Change is terrifying. But it’s good. I have learned in the past couple of years that I never want to be complacent. I hope that I always want to learn and grow and evolve as a person and a professional. Whether it is in the classroom, administration, or as a coach I never want to stop. Because when that passion stops, when the excitement of learning ends – we are done. Four years ago I could not even set my computer up in my classroom when the school year started. The amount of wires overwhelmed me. Thankfully my husband would come up at the start of every year and tame that wild beast for me. However, things started happening at WISD. We received iPads, and it turned my classroom and my career upside down. I fell in love with learning again. I fell in love with technology (something I stayed far away from) and with hands on learning. I let Cherie bring a SMART Board into my classroom, and I actually used it! Then Karen Ford signed me up for grad school. Something I said that I would never do. But I did. I finished, and I now have a degree in Educational Technology Leadership. What? The girl who could not set up a computer? It is so crazy to me still.
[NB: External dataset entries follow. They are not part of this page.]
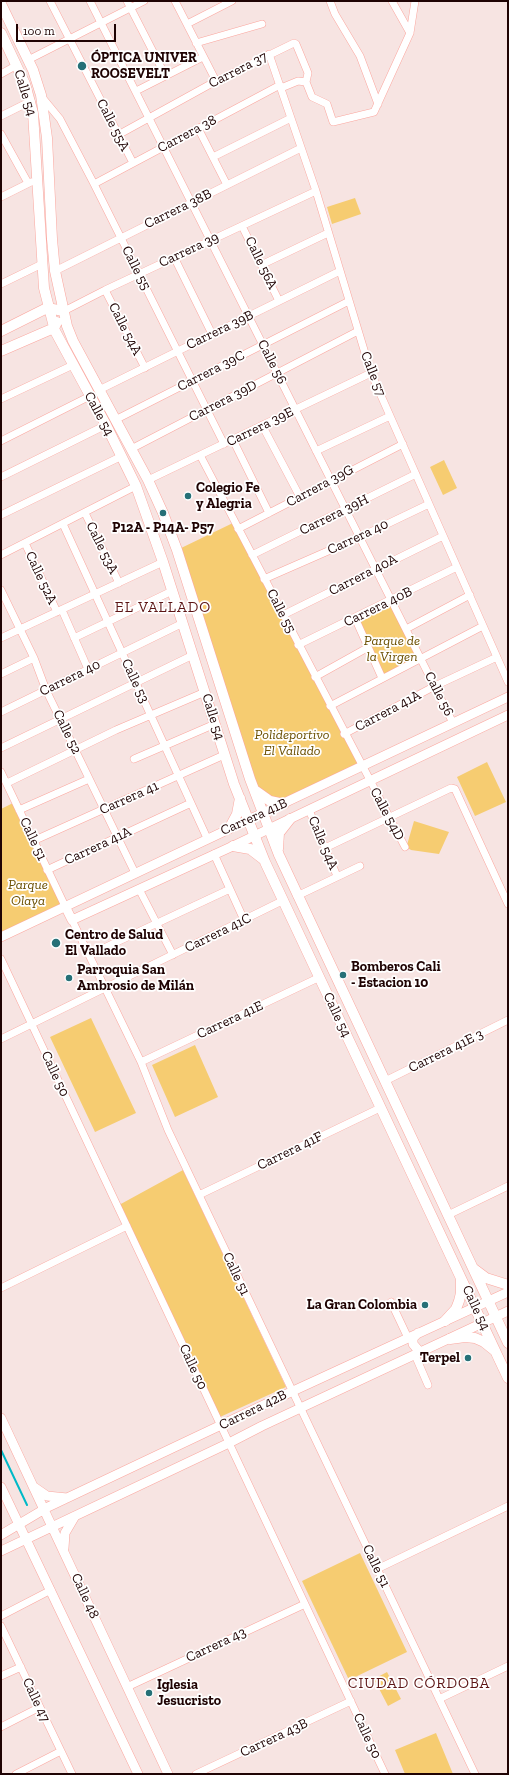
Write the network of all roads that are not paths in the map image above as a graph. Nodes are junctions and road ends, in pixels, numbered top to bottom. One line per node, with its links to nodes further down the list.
1 (50, 1): 16 (street, Calle 55A)
2 (90, 1): 11 (street, Calle 56)
3 (144, 1): 10 (street)
4 (175, 1): 12 (street)
5 (232, 1): 12 (street)
6 (330, 1): 30 (street)
7 (392, 1): 15 (street)
8 (415, 1): 15 (street)
9 (1, 4): 20 (main road, Calle 54)
10 (129, 4): 11 (street); 23 (street)
11 (101, 23): 16 (street); 27 (street, Calle 56)
12 (187, 24): 17 (street)
13 (262, 24): 17 (street)
14 (1, 33): 21 (main road, Calle 54)
15 (410, 33): 30 (street)
16 (69, 39): 20 (street); 36 (street, Calle 55A)
17 (196, 43): 19 (street)
18 (269, 54): 24 (street, Carrera 37); 25 (street, Carrera 37); 26 (street, Calle 57)
19 (203, 57): 23 (street); 24 (street)
20 (28, 60): 28 (main road, Calle 54)
21 (17, 65): 22 (street); 29 (main road, Calle 54)
22 (1, 74)
23 (165, 75): 27 (street)
24 (216, 81): 32 (street, Carrera 37)
25 (306, 82): 26 (street, Carrera 38); 30 (street)
26 (280, 86): 33 (street, Calle 57); 34 (street, Carrera 38)
27 (136, 91): 32 (street, Calle 56)
28 (41, 95): 42 (street, Calle 55); 54 (main road, Calle 54)
29 (31, 101): 31 (street); 41 (main road, Calle 54)
30 (378, 104)
31 (1, 116)
32 (149, 117): 36 (street, Carrera 37); 37 (street, Calle 56)
33 (291, 118): 38 (street, Calle 57); 39 (street)
34 (198, 128): 37 (street, Carrera 38); 39 (street)
35 (1, 134): 41 (street)
36 (118, 135): 40 (street, Calle 55A)
37 (164, 147): 40 (street, Carrera 38); 46 (street, Calle 56)
38 (301, 148): 43 (street, Carrera 38B); 44 (street, Calle 57)
39 (213, 157): 43 (street)
40 (132, 163): 42 (street, Carrera 38)
41 (32, 181): 45 (street); 52 (main road, Calle 54)
42 (94, 184): 49 (street, Calle 55)
43 (227, 185): 46 (street, Carrera 38B)
44 (316, 191): 47 (street, Carrera 39); 48 (street, Calle 57)
45 (1, 197)
46 (192, 203): 49 (street, Carrera 38B); 50 (street, Calle 56)
47 (242, 226): 50 (street, Carrera 39); 53 (street, Calle 56A)
48 (328, 232): 53 (street); 55 (street, Calle 57)
49 (121, 238): 54 (street, Carrera 38B); 56 (street, Calle 55)
50 (210, 240): 51 (street, Carrera 39); 65 (street, Calle 56)
51 (174, 257): 56 (street, Carrera 39); 69 (street)
52 (42, 264): 57 (street); 58 (main road, Calle 54)
53 (261, 265): 60 (street, Calle 56A)
54 (56, 271): 63 (main road, Calle 54)
55 (340, 271): 60 (street, Carrera 39B); 61 (street, Calle 57)
56 (139, 274): 59 (street, Carrera 39); 74 (street, Calle 55)
57 (1, 284)
58 (44, 288): 62 (main road, Calle 54); 64 (main road)
59 (105, 290): 63 (street, Carrera 39); 76 (street, Calle 54A)
60 (279, 301): 65 (street, Carrera 39B)
61 (349, 301): 68 (street, Calle 57); 72 (street, Carrera 39C)
62 (47, 308): 63 (main road); 64 (main road); 66 (main road, Calle 54)
63 (64, 311): 66 (main road); 80 (main road, Calle 54)
64 (32, 316): 67 (main road)
65 (249, 316): 69 (street, Carrera 39B); 72 (street, Calle 56)
66 (54, 328): 70 (main road); 71 (main road, Calle 54)
67 (1, 331)
68 (358, 331): 77 (street, Carrera 39D); 78 (street, Calle 57)
69 (212, 334): 74 (street, Carrera 39B)
70 (36, 335): 71 (main road); 73 (main road)
71 (59, 342): 75 (main road, Calle 54)
72 (262, 344): 77 (street, Calle 56); 79 (street, Carrera 39C)
73 (1, 351)
74 (178, 351): 76 (street, Carrera 39B); 79 (street, Calle 55)
75 (73, 365): 81 (main road, Calle 54); 82 (street)
76 (145, 368): 80 (street, Carrera 39B)
77 (277, 373): 83 (street, Carrera 39D); 84 (street, Calle 56)
78 (371, 373): 84 (street, Carrera 39E); 85 (street, Calle 57)
79 (192, 380): 83 (street, Calle 55); 86 (street, Carrera 39C)
80 (100, 390): 86 (main road, Calle 54)
81 (90, 396): 87 (main road, Calle 54); 90 (street)
82 (1, 399)
83 (207, 410): 91 (street, Calle 55); 93 (street, Carrera 39D)
84 (296, 410): 88 (street, Carrera 39E); 94 (street, Calle 56)
85 (390, 416): 92 (street, Calle 57); 94 (street)
86 (115, 420): 93 (main road, Calle 54)
87 (106, 426): 96 (main road, Calle 54); 98 (street)
88 (262, 426): 89 (street, Carrera 39E); 102 (street)
89 (233, 440): 91 (street, Carrera 39E); 106 (street)
90 (1, 441)
91 (224, 444): 95 (street, Carrera 39E)
92 (403, 444): 97 (street, Calle 57); 100 (street, Carrera 39G)
93 (131, 449): 99 (main road, Calle 54)
94 (316, 451): 100 (street, Calle 56)
95 (200, 455): 99 (street, Carrera 39E); 109 (street, Calle 55)
96 (122, 456): 101 (main road, Calle 54); 107 (street)
97 (416, 474): 103 (street, Calle 57); 104 (street, Carrera 39H)
98 (1, 477)
99 (148, 480): 172 (main road, Calle 54)
100 (331, 480): 102 (street, Carrera 39G); 104 (street, Calle 56)
101 (136, 486): 105 (street); 115 (main road, Calle 54)
102 (300, 497): 106 (street, Carrera 39G)
103 (429, 504): 110 (street, Calle 57); 111 (street, Carrera 40)
104 (346, 509): 111 (street, Calle 56); 114 (street, Carrera 39H)
105 (84, 513): 108 (street); 119 (street, Calle 53A)
106 (269, 513): 109 (street, Carrera 39G)
107 (1, 515)
108 (63, 524): 112 (street); 122 (street, Calle 53)
109 (238, 529): 114 (street, Calle 55)
110 (443, 536): 116 (street, Calle 57); 117 (street, Carrera 40A)
111 (360, 537): 117 (street, Calle 56); 118 (street, Carrera 40)
112 (24, 544): 113 (street); 125 (street, Calle 52A)
113 (1, 555)
114 (252, 555): 118 (street, Calle 55)
115 (163, 562): 119 (street); 121 (main road, Calle 54)
116 (457, 567): 123 (street, Calle 57); 124 (street, Carrera 40B)
117 (375, 568): 124 (street, Calle 56); 126 (street, Carrera 40A)
118 (264, 579): 126 (street, Calle 55)
119 (119, 583): 122 (street)
120 (1, 590): 131 (street, Calle 52)
121 (172, 591): 128 (street); 129 (main road, Calle 54)
122 (95, 595): 125 (street); 128 (street, Calle 53)
123 (470, 595): 130 (street, Calle 57); 132 (street)
124 (392, 600): 127 (street, Carrera 40B); 132 (street, Calle 56)
125 (59, 611): 131 (street); 134 (street, Calle 52A)
126 (283, 616): 135 (street, Calle 55)
127 (355, 618): 135 (street, Carrera 40B); 136 (street)
128 (108, 622): 134 (street); 137 (street, Calle 53)
129 (183, 623): 137 (street, Carrera 40); 138 (main road, Calle 54)
130 (483, 626): 139 (street, Calle 57); 141 (street)
131 (20, 629): 133 (street); 140 (street, Calle 52)
132 (406, 629): 141 (street, Calle 56)
133 (1, 638)
134 (74, 638): 142 (street, Calle 52A)
135 (298, 645): 144 (street, Calle 55)
136 (367, 648): 144 (street); 145 (street)
137 (122, 652): 142 (street, Carrera 40); 146 (street, Calle 53)
138 (193, 655): 146 (street); 150 (main road, Calle 54)
139 (497, 657): 147 (street, Calle 57); 148 (street, Carrera 41A)
140 (34, 658): 143 (street); 149 (street, Calle 52)
141 (420, 658): 145 (street); 148 (street, Calle 56)
142 (88, 669): 149 (street, Carrera 40)
143 (1, 674)
144 (315, 677): 152 (street, Calle 55)
145 (382, 678): 152 (street)
146 (136, 681): 154 (street, Calle 53); 156 (street)
147 (508, 682)
148 (434, 686): 157 (street, Calle 56); 159 (street, Carrera 41A)
149 (46, 690): 153 (street, Carrera 40); 156 (street, Calle 52)
150 (205, 692): 154 (street); 158 (main road, Calle 54)
151 (508, 697): 157 (street, Carrera 41B)
152 (330, 706): 159 (street, Calle 55)
153 (1, 712)
154 (151, 715): 160 (street, Calle 53); 162 (street)
155 (508, 715): 169 (street, Carrera 41B)
156 (61, 719): 161 (street); 162 (street, Calle 52)
157 (453, 723): 165 (street, Carrera 41B)
158 (215, 724): 160 (street); 163 (main road, Calle 54)
159 (344, 734): 165 (street, Calle 55)
160 (165, 745): 164 (street); 167 (street, Calle 53)
161 (1, 748)
162 (76, 750): 168 (street, Calle 52); 170 (street)
163 (224, 755): 167 (street, Carrera 41); 171 (main road, Calle 54)
164 (134, 759)
165 (362, 767): 169 (street, Calle 54D); 175 (street, Carrera 41B)
166 (1, 772): 170 (street, Calle 51)
167 (179, 776): 174 (street, Calle 53); 176 (street, Carrera 41)
168 (89, 779): 176 (street, Calle 52); 177 (street)
169 (370, 780): 178 (street, Carrera 41B); 180 (street, Calle 54D)
170 (6, 783): 177 (street, Calle 51)
171 (234, 784): 172 (main road); 173 (main road, Calle 54)
172 (252, 784): 175 (main road); 179 (main road, Calle 54)
173 (240, 798): 182 (main road, Calle 54); 183 (main road)
174 (192, 803): 186 (street, Carrera 41A); 187 (street, Calle 53)
175 (284, 804): 179 (street, Carrera 41B)
176 (104, 809): 186 (street, Calle 52); 188 (street, Carrera 41)
177 (19, 810): 188 (street, Calle 51)
178 (309, 810): 181 (street, Carrera 41B); 191 (street, Calle 54A)
179 (263, 813): 182 (street, Carrera 41B); 184 (main road, Calle 54)
180 (389, 816): 190 (street, Calle 54D); 191 (street); 203 (street)
181 (290, 818): 184 (street, Carrera 41B); 193 (main road)
182 (249, 820): 183 (street, Carrera 41B); 185 (main road, Calle 54)
183 (230, 827): 187 (street, Carrera 41B)
184 (269, 828): 185 (street, Carrera 41B); 193 (main road, Calle 54)
185 (255, 835): 189 (street, Carrera 41B); 194 (main road, Calle 54)
186 (118, 837): 196 (street, Carrera 41A); 197 (street, Calle 52)
187 (207, 838): 197 (street, Carrera 41B)
188 (33, 841): 196 (street, Calle 51)
189 (233, 846): 192 (street, Carrera 41B); 194 (main road)
190 (405, 847)
191 (325, 848): 198 (street, Calle 54A)
192 (214, 854): 199 (street, Carrera 41B); 200 (street)
193 (279, 855): 201 (main road, Calle 54)
194 (266, 862): 202 (main road, Calle 54)
195 (360, 866): 198 (street)
196 (47, 870): 204 (street, Calle 51)
197 (135, 873): 204 (street, Carrera 41B)
198 (337, 876): 201 (street)
199 (139, 889): 205 (street, Carrera 41B); 207 (street)
200 (230, 889): 206 (street); 207 (street)
201 (297, 896): 218 (main road, Calle 54)
202 (284, 900): 206 (street, Carrera 41C); 212 (main road, Calle 54)
203 (508, 904)
204 (65, 906): 205 (street, Calle 51); 208 (street, Carrera 41B)
205 (72, 920): 210 (street, Calle 51)
206 (244, 920): 209 (street, Carrera 41C)
207 (157, 923): 209 (street); 210 (street)
208 (1, 937)
209 (173, 954): 213 (street, Carrera 41C)
210 (89, 955): 213 (street, Calle 51)
211 (1, 959): 215 (street, Calle 50)
212 (320, 977): 217 (street, Carrera 41E); 219 (main road, Calle 54)
213 (105, 988): 215 (street, Carrera 41C); 217 (street, Calle 51)
214 (508, 1020): 218 (street, Carrera 41E 3)
215 (32, 1024): 216 (street, Carrera 41C); 223 (street, Calle 50)
216 (1, 1039)
217 (141, 1062): 221 (street, Calle 51)
218 (385, 1081): 222 (main road, Calle 54)
219 (380, 1108): 221 (street, Carrera 41F); 225 (main road, Calle 54)
220 (508, 1186): 222 (street)
221 (199, 1195): 245 (street, Calle 51)
222 (448, 1215): 224 (main road, Calle 54)
223 (127, 1226): 227 (street); 248 (street, Calle 50)
224 (472, 1266): 226 (main road); 229 (main road, Calle 54)
225 (458, 1270): 231 (main road, Calle 54); 234 (main road)
226 (508, 1285)
227 (1, 1288)
228 (508, 1292): 229 (street, Carrera 42B)
229 (488, 1300): 231 (street, Carrera 42B); 233 (main road, Calle 54)
230 (391, 1302): 237 (street)
231 (475, 1307): 234 (street, Carrera 42B); 235 (main road, Calle 54)
232 (508, 1311): 233 (street, Carrera 42B)
233 (496, 1317): 235 (street, Carrera 42B); 239 (main road, Calle 54)
234 (445, 1321): 236 (street, Carrera 42B)
235 (483, 1323): 238 (street, Carrera 42B); 242 (main road, Calle 54)
236 (419, 1332): 237 (street, Carrera 42B); 240 (street)
237 (408, 1338): 245 (street, Carrera 42B)
238 (450, 1339): 240 (street, Carrera 42B); 242 (main road)
239 (508, 1343)
240 (425, 1351): 241 (street, Carrera 42B)
241 (415, 1355): 244 (street); 246 (street, Carrera 42B)
242 (497, 1355): 243 (main road, Calle 54)
243 (508, 1378)
244 (428, 1385)
245 (293, 1391): 246 (street, Calle 51); 248 (street, Carrera 42B)
246 (301, 1408): 249 (street, Carrera 42B); 262 (street, Calle 51)
247 (1, 1418): 250 (street, Calle 48)
248 (221, 1426): 249 (street, Calle 50); 252 (street, Carrera 42B)
249 (229, 1443): 255 (street, Carrera 42B); 264 (street, Calle 50)
250 (31, 1484): 252 (street); 254 (street, Calle 48)
251 (1, 1487): 256 (street, Calle 48)
252 (68, 1499): 254 (street, Carrera 42B)
253 (508, 1506): 262 (street)
254 (44, 1510): 256 (street, Carrera 42B); 257 (street, Calle 48)
255 (76, 1515): 257 (street, Carrera 42B); 261 (street)
256 (20, 1524): 258 (street, Carrera 42B); 259 (street, Calle 48)
257 (52, 1526): 259 (street, Carrera 42B); 261 (street, Calle 48)
258 (1, 1535)
259 (26, 1539): 260 (street, Carrera 42B); 263 (street, Calle 48)
260 (1, 1551)
261 (65, 1554): 270 (street, Calle 48)
262 (378, 1569): 271 (street, Calle 51)
263 (51, 1590): 265 (street); 276 (street, Calle 48)
264 (305, 1604): 270 (street, Carrera 43); 272 (street, Calle 50)
265 (1, 1616)
266 (1, 1626): 268 (street, Calle 47)
267 (508, 1666): 271 (street)
268 (21, 1667): 269 (street); 273 (street, Calle 47)
269 (1, 1676)
270 (127, 1687): 279 (street, Calle 48)
271 (440, 1699): 282 (street, Calle 51)
272 (351, 1702): 280 (street, Carrera 43B); 281 (street, Calle 50)
273 (40, 1707): 274 (street); 275 (street, Calle 47)
274 (1, 1727)
275 (60, 1751): 277 (street); 278 (street, Calle 47)
276 (135, 1773)
277 (16, 1774)
278 (72, 1774)
279 (168, 1774)
280 (196, 1774)
281 (385, 1774)
282 (475, 1774)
And then this happened – Last week I did the scariest thing of my professional career. I applied for a new job, and Friday I found out that I got it! I will be an Instructional Technologist at WISD alongside Cherie Stanley. I am beyond excited, scared, nervous, and very emotional. My heart is in the classroom with kiddos, and it always will be. However, with this new position I will be able to be in a ton of classrooms instead of just mine. I am praying that God will use me, and that I will really be able to help teachers and students in the area of technology use.
Two things have weighed heavy on my heart throughout this process. Not being solely with kids all day will be strange. I have taught all the Schroeder kids, but I won’t get to teach Brock next year. And the Kings…I will miss out on teaching the youngest two. There are several other families in Warren with precious children that I won’t get to work with one-on-one now, including my Maggie. Also, my women. They have mothered me the past eight years. They have been with me through firsts, lasts, births, deaths, heartaches, and happiness. God knew I needed them. They are my best friends, my moms, and my mentors.
Although my heart is heavy, and change always terrifies me, I know that good things are on the horizon. Exciting things are happening at WISD, and there is no other place I would want to teach or send my kids to school. Cherie and I are excited about the future. I can’t wait to dig deep and research different approaches and tools that teachers and students can utilize. I have purchased a website that I will launch by the end of May that will house tech tips, lesson plans, and activities that teachers from all over are using in their class. I hope this will inspire teachers to bring some technology into their class. One thing I know for sure, if this non-techy teacher can do it – anyone can.